Late embolism due to chronic LV thrombus is possible, and has been thoroughly described by Stratton and Resnick.30 In our population, there was only one instance of thrombus-related embolism more than 3 months after AMI, and in that case, serial echocardiography had previously shown, at least once, a LV thrombus with anatomic characteristics consistent with a high embolic potential.

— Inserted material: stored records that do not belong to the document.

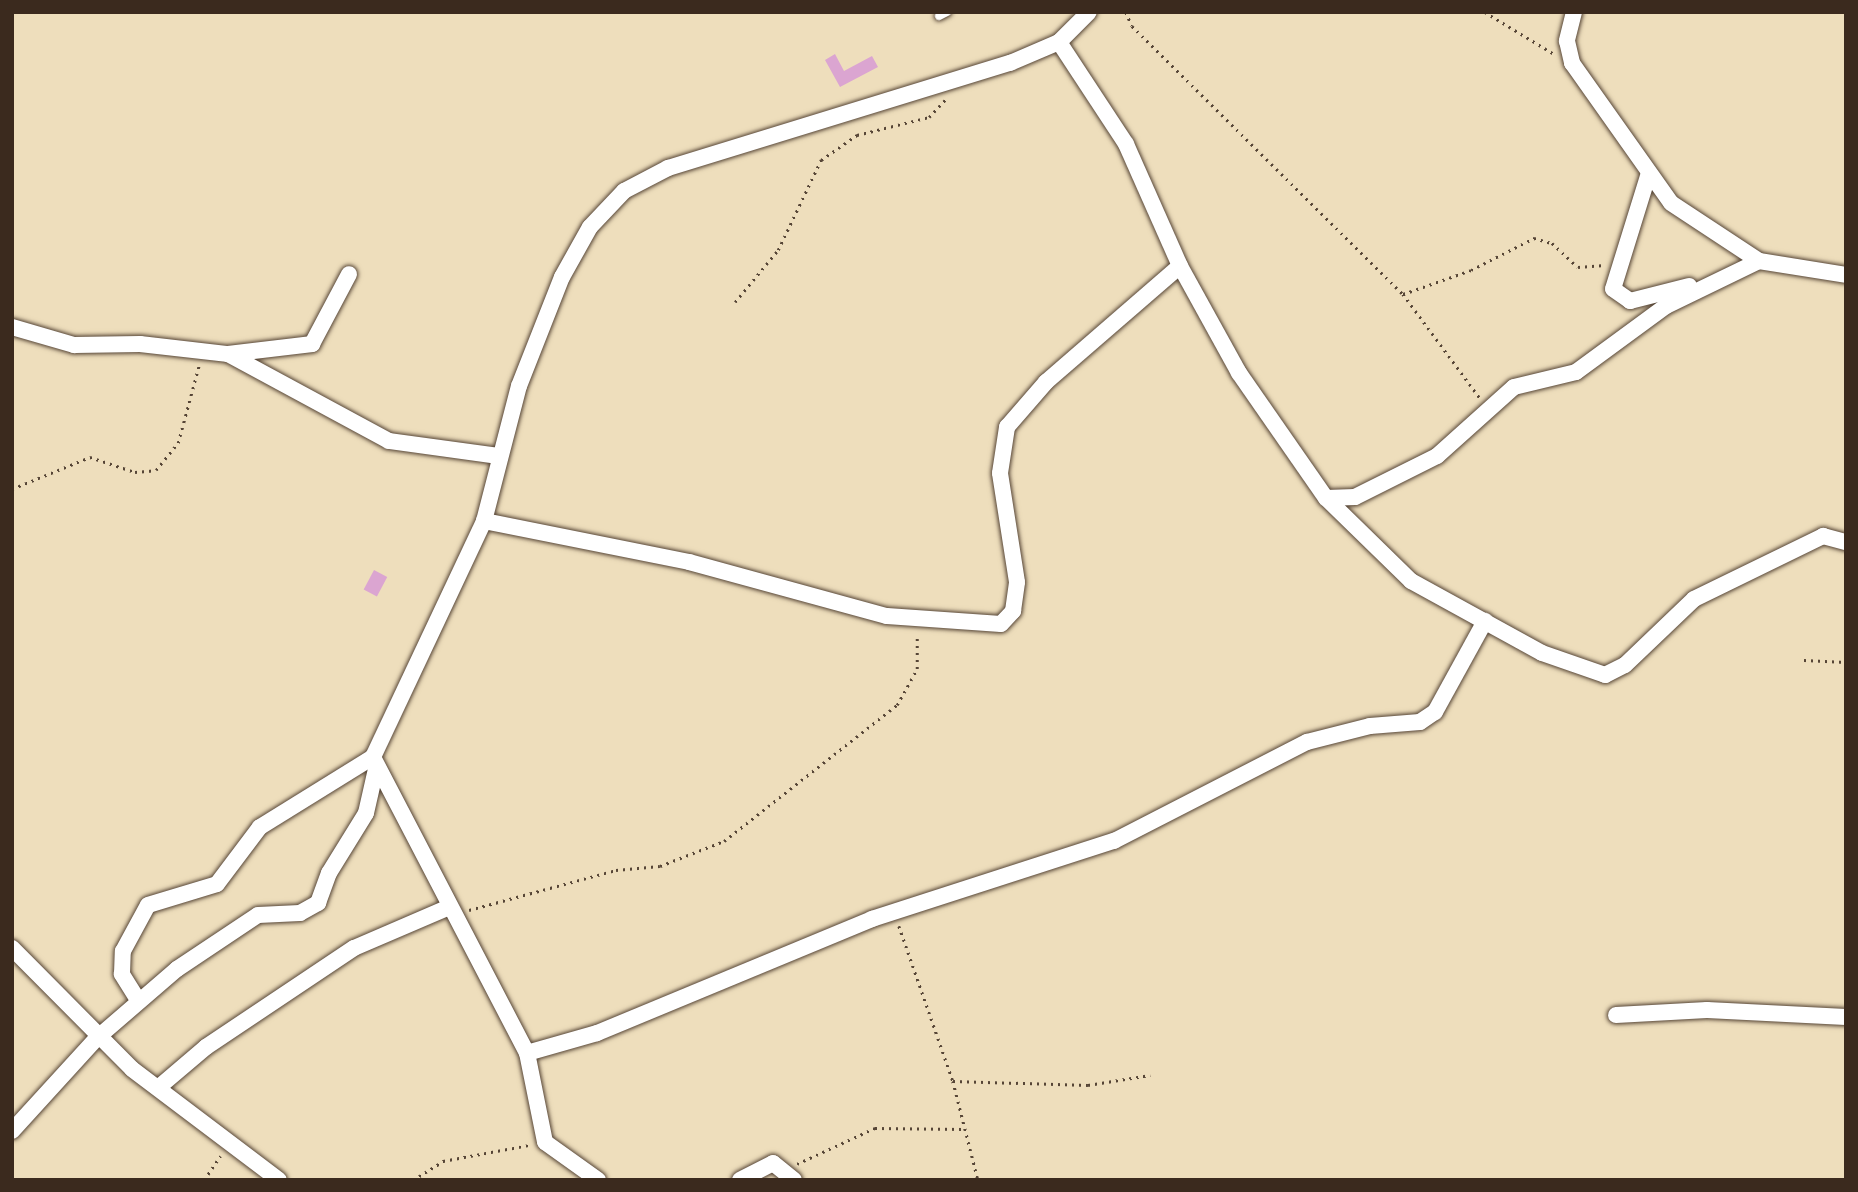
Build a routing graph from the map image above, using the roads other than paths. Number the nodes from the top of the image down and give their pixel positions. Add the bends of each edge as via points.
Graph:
1 (1089, 12) edge
2 (1574, 12) edge
3 (1059, 42) junction
4 (1648, 176) junction
5 (1759, 261) junction
6 (1180, 266) junction
7 (349, 274) dead end
8 (1846, 275) edge
9 (1701, 285) junction
10 (12, 327) edge
11 (228, 354) junction
12 (498, 456) junction
13 (1326, 498) junction
14 (484, 521) junction
15 (1846, 542) edge
16 (1485, 621) junction
17 (374, 763) junction
18 (447, 908) junction
19 (16, 959) edge
20 (138, 1000) junction
21 (1616, 1015) dead end
22 (1846, 1017) edge
23 (97, 1038) junction
24 (527, 1053) junction
25 (159, 1087) junction
26 (12, 1131) edge
27 (790, 1175) edge
28 (279, 1180) edge
29 (598, 1180) edge
30 (740, 1180) edge

1 - 3 street
2 - 4 street via 1567,41 1572,63 1608,106
3 - 6 street via 1126,144
3 - 12 street via 956,83 725,146 624,191 590,227 562,277
4 - 5 street via 1691,220
4 - 9 street via 1643,209 1619,262 1613,289 1630,302
5 - 8 street
5 - 9 street
6 - 13 street via 1239,373
6 - 14 street via 1046,382 1007,427 1000,473 1017,582 1009,619 980,627 916,620 689,562
7 - 11 street via 312,344
9 - 13 street via 1576,372 1514,387 1437,456 1355,497
10 - 11 street via 74,345 202,348
11 - 12 street via 389,441
12 - 14 street
13 - 16 street via 1411,581
14 - 17 street
15 - 16 street via 1823,536 1694,599 1625,665 1605,675 1579,670
16 - 24 street via 1435,712 1420,722 1370,726 1307,742 1144,829 893,912 597,1033
17 - 18 street
17 - 20 street via 366,814 329,873 318,903 300,913 258,915
17 - 20 street via 260,827 217,884 148,905 123,951 122,974
18 - 24 street
18 - 25 street via 354,948 206,1046
19 - 23 street
20 - 23 street
21 - 22 street via 1707,1010
23 - 25 street
23 - 26 street
24 - 29 street via 545,1142
25 - 28 street
27 - 30 street via 773,1163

Our data indicate that the lower incidence of embolism in patients who undergo thrombolysis can be attributed to three factors: first, the incidence of LV thrombus was lower in this group than in those not receiving antithrombotics. Second, the prevalence of thrombus characteristics consistent with a higher embolic potential, such as protrusion, mobility, and anatomic instability, was lower in these patients. Third, resolution of LV thrombi occurred earlier and more frequently in patients treated with thrombolysis.
Our data do not address the efficacy of the different antithrombotic drugs employed to reduce the development and the embolic potential of thrombi. It is possible that the use of new antithrombotic drugs, such as glycoprotein IIb/IIIa receptor antagonists, will further reduce the thrombus-related embolic risk after anterior AMI.